Saved data entries:
====
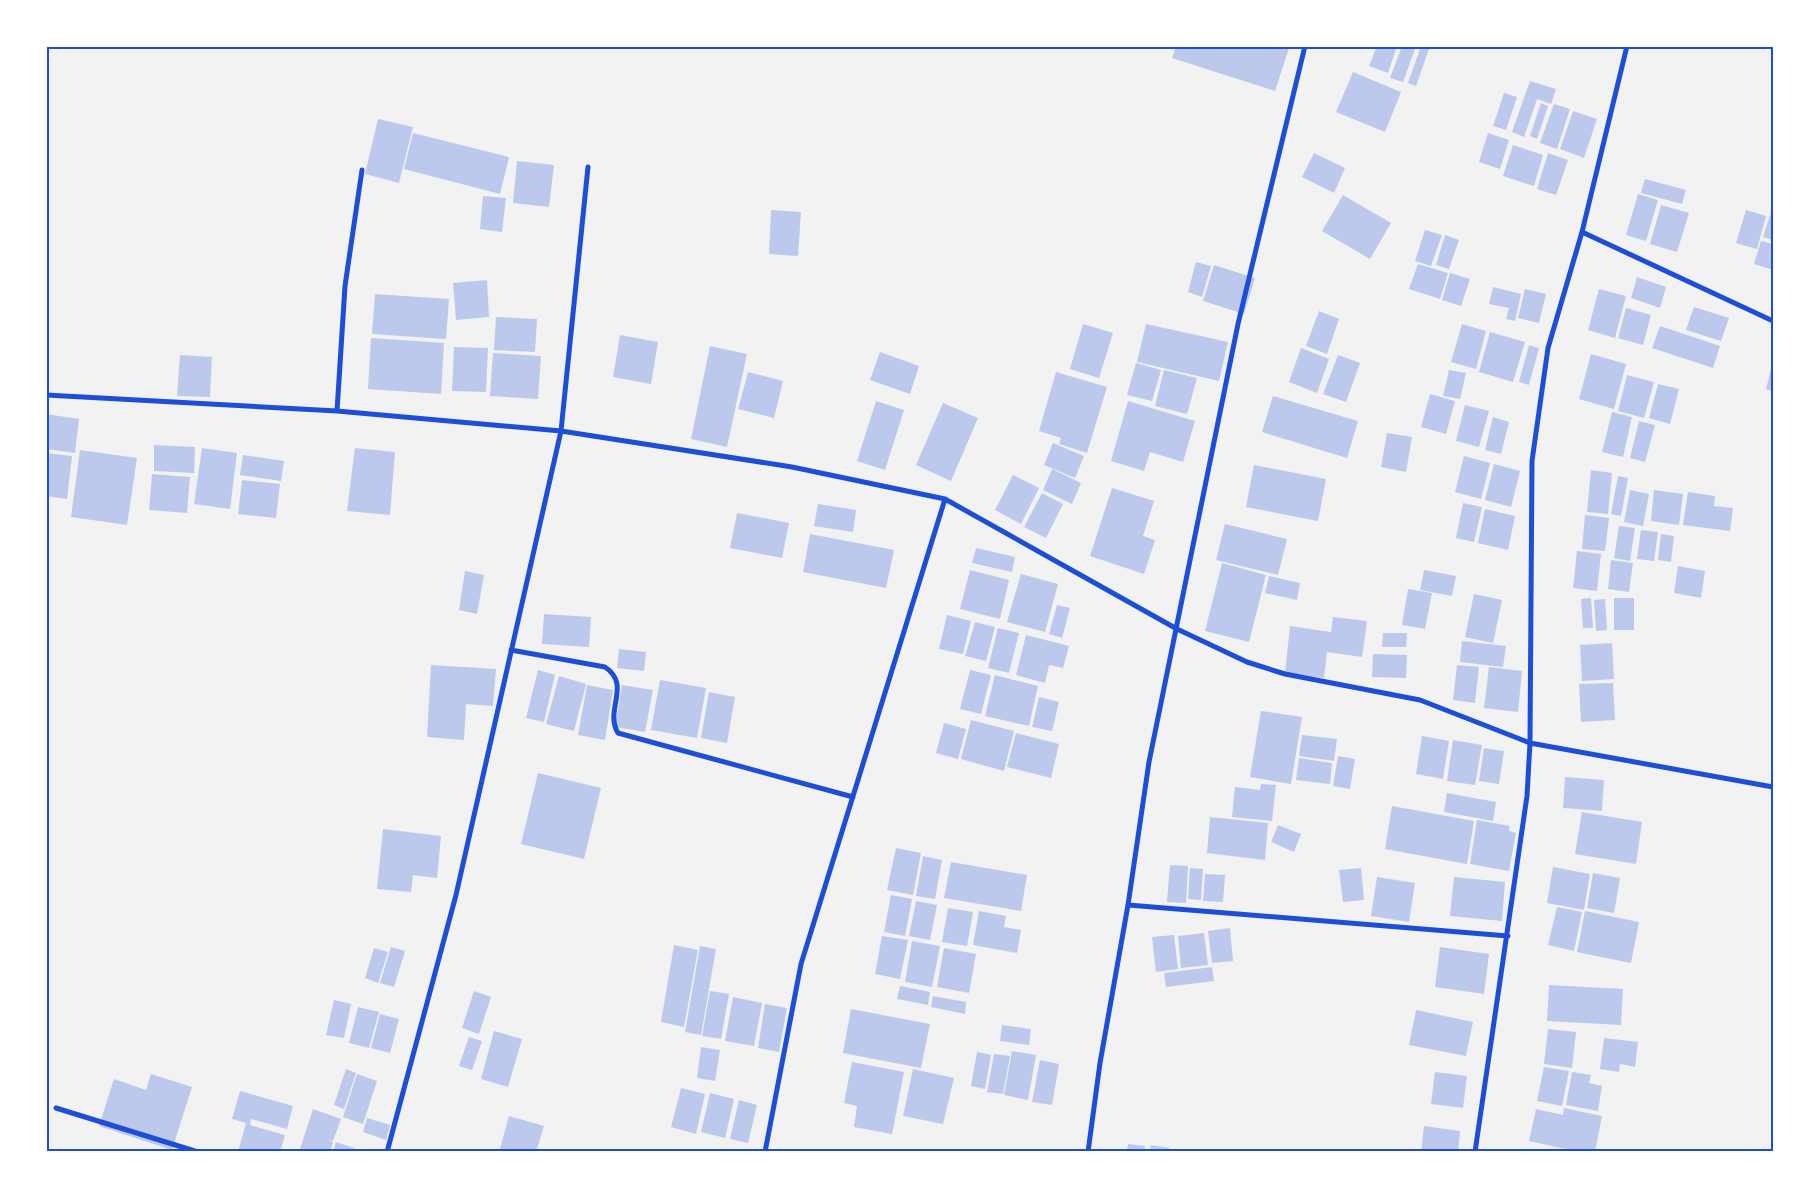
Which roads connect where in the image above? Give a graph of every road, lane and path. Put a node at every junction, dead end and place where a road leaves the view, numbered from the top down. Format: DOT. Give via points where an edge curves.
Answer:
graph roads {
  1 [pos="1305,46"];
  2 [pos="1626,46"];
  3 [pos="588,167"];
  4 [pos="362,170"];
  5 [pos="1582,232"];
  6 [pos="1773,321"];
  7 [pos="46,395"];
  8 [pos="337,411"];
  9 [pos="561,431"];
  10 [pos="946,499"];
  11 [pos="1177,629"];
  12 [pos="511,650"];
  13 [pos="1530,743"];
  14 [pos="1773,787"];
  15 [pos="853,797"];
  16 [pos="1128,905"];
  17 [pos="1508,936"];
  18 [pos="56,1108"];
  19 [pos="198,1152"];
  20 [pos="388,1152"];
  21 [pos="765,1152"];
  22 [pos="1088,1152"];
  23 [pos="1475,1152"];
  1 -- 11 [label="street" via="1238,324"];
  2 -- 5 [label="street"];
  3 -- 9 [label="street"];
  4 -- 8 [label="street" via="345,286"];
  5 -- 6 [label="street"];
  5 -- 13 [label="street" via="1548,348 1532,462"];
  7 -- 8 [label="street"];
  8 -- 9 [label="street"];
  9 -- 10 [label="street" via="792,467"];
  9 -- 12 [label="street"];
  10 -- 11 [label="street"];
  10 -- 15 [label="street"];
  11 -- 13 [label="street" via="1247,662 1285,674 1420,700"];
  11 -- 16 [label="street" via="1149,762"];
  12 -- 15 [label="street" via="605,667 611,671 618,685 614,721 618,733"];
  12 -- 20 [label="street" via="456,895"];
  13 -- 14 [label="street"];
  13 -- 17 [label="street" via="1527,796"];
  15 -- 21 [label="street" via="801,964"];
  16 -- 17 [label="street"];
  16 -- 22 [label="street" via="1100,1062"];
  17 -- 23 [label="street"];
  18 -- 19 [label="street"];
}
====
Activity: In the copy, include every line of the entries above exactly and none of the pictures.

Written response:
Which roads connect where in the image above? Give a graph of every road, lane and path. Put a node at every junction, dead end and place where a road leaves the view, numbered from the top down. Format: DOT. Give via points where an edge curves.
Answer:
graph roads {
  1 [pos="1305,46"];
  2 [pos="1626,46"];
  3 [pos="588,167"];
  4 [pos="362,170"];
  5 [pos="1582,232"];
  6 [pos="1773,321"];
  7 [pos="46,395"];
  8 [pos="337,411"];
  9 [pos="561,431"];
  10 [pos="946,499"];
  11 [pos="1177,629"];
  12 [pos="511,650"];
  13 [pos="1530,743"];
  14 [pos="1773,787"];
  15 [pos="853,797"];
  16 [pos="1128,905"];
  17 [pos="1508,936"];
  18 [pos="56,1108"];
  19 [pos="198,1152"];
  20 [pos="388,1152"];
  21 [pos="765,1152"];
  22 [pos="1088,1152"];
  23 [pos="1475,1152"];
  1 -- 11 [label="street" via="1238,324"];
  2 -- 5 [label="street"];
  3 -- 9 [label="street"];
  4 -- 8 [label="street" via="345,286"];
  5 -- 6 [label="street"];
  5 -- 13 [label="street" via="1548,348 1532,462"];
  7 -- 8 [label="street"];
  8 -- 9 [label="street"];
  9 -- 10 [label="street" via="792,467"];
  9 -- 12 [label="street"];
  10 -- 11 [label="street"];
  10 -- 15 [label="street"];
  11 -- 13 [label="street" via="1247,662 1285,674 1420,700"];
  11 -- 16 [label="street" via="1149,762"];
  12 -- 15 [label="street" via="605,667 611,671 618,685 614,721 618,733"];
  12 -- 20 [label="street" via="456,895"];
  13 -- 14 [label="street"];
  13 -- 17 [label="street" via="1527,796"];
  15 -- 21 [label="street" via="801,964"];
  16 -- 17 [label="street"];
  16 -- 22 [label="street" via="1100,1062"];
  17 -- 23 [label="street"];
  18 -- 19 [label="street"];
}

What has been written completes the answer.